The hygge way of eating is all about indulging mindfully.
It’s suggested that the high level of meat, cakes, and coffee consumption in Denmark is directly linked to hygge. From a culinary perspective, hygge is about giving yourself a break from the demands of healthy living, but taking time to bake, savor, and enjoy the process of it. Wiking says that cake is hyggeligt, hot chocolate, too, but carrot sticks and foie gras—not so much. The book recommends a hearty stew or a bowl of popcorn, shared from the same bowl. I threw some meat, potatoes, onion, carrots, and fragrant herbs into a slow cooker and let the rustic scent permeate my home. My husband and I ate this by candlelight and I sipped on hot tea after dinner. I wasn't drinking when I did my hygge experiment, but if I were, I’d have simmered a batch of glogg. Porridge—also very hygge—replaced my avocado toast for breakfast, while bringing back fond childhood memories of my grandma stirring Cream of Wheat and serving it to me in a special bowl. We made popcorn the old-fashioned way and shared. Every one of these menu items felt like a true indulgence—like a food hug, if there were such a thing.
Combining all of the above with relaxing activities = total bliss.
This book recommends that we actually Netflix and chill. Not in so many words, but cuddling up and watching a movie or TV is very hygge—especially if you’re sharing a blanket and bowl of popcorn. Board games, books, and maybe taking a walk is also hygge. Petting a cat, too. Essentially, this is my dream prescription for relaxation.

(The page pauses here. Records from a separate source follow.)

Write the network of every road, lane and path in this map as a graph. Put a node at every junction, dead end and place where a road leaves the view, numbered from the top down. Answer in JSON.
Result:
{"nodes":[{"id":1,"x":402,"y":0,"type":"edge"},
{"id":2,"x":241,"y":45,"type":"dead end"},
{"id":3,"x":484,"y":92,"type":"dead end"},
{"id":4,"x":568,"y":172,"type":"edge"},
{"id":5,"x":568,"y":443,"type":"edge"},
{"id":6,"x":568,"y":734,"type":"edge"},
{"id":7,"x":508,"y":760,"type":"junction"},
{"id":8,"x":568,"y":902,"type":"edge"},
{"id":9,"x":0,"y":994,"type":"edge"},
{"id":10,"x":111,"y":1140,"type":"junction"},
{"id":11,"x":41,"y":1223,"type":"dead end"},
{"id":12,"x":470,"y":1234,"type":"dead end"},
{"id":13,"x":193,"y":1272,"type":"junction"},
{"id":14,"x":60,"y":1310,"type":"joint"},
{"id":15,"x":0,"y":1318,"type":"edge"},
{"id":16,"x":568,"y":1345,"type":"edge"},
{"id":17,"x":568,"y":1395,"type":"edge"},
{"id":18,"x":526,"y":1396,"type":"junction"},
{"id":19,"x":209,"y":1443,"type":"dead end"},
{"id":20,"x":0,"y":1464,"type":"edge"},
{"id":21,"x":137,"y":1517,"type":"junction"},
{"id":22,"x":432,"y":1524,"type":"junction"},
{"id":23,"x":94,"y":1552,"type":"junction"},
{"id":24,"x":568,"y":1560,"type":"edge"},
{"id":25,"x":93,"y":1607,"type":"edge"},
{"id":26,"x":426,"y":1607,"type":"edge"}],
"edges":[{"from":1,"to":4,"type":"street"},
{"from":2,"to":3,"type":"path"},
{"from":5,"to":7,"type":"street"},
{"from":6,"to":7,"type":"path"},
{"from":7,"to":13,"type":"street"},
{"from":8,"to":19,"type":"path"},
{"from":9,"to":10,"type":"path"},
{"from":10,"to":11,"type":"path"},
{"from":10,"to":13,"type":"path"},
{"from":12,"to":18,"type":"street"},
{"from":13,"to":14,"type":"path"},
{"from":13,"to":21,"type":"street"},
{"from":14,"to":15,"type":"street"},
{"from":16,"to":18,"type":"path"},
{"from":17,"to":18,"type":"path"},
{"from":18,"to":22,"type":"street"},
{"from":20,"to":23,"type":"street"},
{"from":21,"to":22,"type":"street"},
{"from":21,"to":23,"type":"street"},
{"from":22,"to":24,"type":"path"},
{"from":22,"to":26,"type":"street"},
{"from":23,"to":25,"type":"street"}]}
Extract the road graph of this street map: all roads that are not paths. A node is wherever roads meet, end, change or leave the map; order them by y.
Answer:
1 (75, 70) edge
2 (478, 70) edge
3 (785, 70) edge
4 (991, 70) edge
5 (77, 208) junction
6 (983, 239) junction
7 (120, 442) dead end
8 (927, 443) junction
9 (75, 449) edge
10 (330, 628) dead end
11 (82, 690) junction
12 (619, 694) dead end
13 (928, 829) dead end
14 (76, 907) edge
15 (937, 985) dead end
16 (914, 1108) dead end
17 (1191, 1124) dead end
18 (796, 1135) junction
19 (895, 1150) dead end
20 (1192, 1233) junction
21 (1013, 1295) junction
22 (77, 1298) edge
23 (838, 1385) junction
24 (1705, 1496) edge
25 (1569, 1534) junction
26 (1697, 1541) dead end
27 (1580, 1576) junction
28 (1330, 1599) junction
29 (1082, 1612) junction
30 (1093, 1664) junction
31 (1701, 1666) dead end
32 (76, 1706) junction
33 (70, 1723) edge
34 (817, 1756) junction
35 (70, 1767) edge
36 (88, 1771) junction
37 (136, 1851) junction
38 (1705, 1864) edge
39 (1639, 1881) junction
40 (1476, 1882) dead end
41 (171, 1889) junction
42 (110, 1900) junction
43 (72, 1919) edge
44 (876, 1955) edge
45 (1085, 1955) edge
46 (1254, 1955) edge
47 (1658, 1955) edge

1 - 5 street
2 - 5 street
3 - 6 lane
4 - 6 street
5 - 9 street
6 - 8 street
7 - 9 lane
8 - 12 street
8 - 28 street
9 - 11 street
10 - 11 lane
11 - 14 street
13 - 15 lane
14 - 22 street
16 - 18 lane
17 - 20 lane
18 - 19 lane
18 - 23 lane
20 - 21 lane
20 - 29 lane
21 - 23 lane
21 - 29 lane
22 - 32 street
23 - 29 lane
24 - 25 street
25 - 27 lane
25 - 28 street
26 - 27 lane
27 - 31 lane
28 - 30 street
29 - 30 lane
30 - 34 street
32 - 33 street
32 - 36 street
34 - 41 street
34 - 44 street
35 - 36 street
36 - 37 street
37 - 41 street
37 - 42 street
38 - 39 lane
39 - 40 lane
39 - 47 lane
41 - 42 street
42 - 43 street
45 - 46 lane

Wiking suggests a hyggekrog, which roughly translates to “a nook.” So I created a place in my home to snuggle up with my warming blanket, read a book, and sip tea. My husband and I polished off a season of The Crown and rarely left the house all weekend, save for one long walk. It was utterly glorious.
The verdict: Hygge is exactly what I needed.
While hygge is not just about making sure you have these elements in your space—after all, the main component of hygge is that you're feeling present and spending quality time with yourself or your loved ones—the book did offer up plenty of advice that helped me get to that feeling of coziness and contentment. All in all, I can say with certainty that hygge is my jam. My husband and I have taken to (incorrectly) calling it hoagie (like the sandwich) and use the term constantly. Right now, when our world feels a little bit uncertain, hygge is a way to practice self-care that feels sincere. This book, with its child-like illustrations, gives you permission to cozy up and take cover with the people you love most. It’s not preachy, nor does it tell me to throw my possessions in the garbage. And the best part is that I don’t have to ask my socks if they’re sparking joy—I can simply pull on a pair of ugly woolen hyggesokker and know that they’ve kindled the ultimate happiness.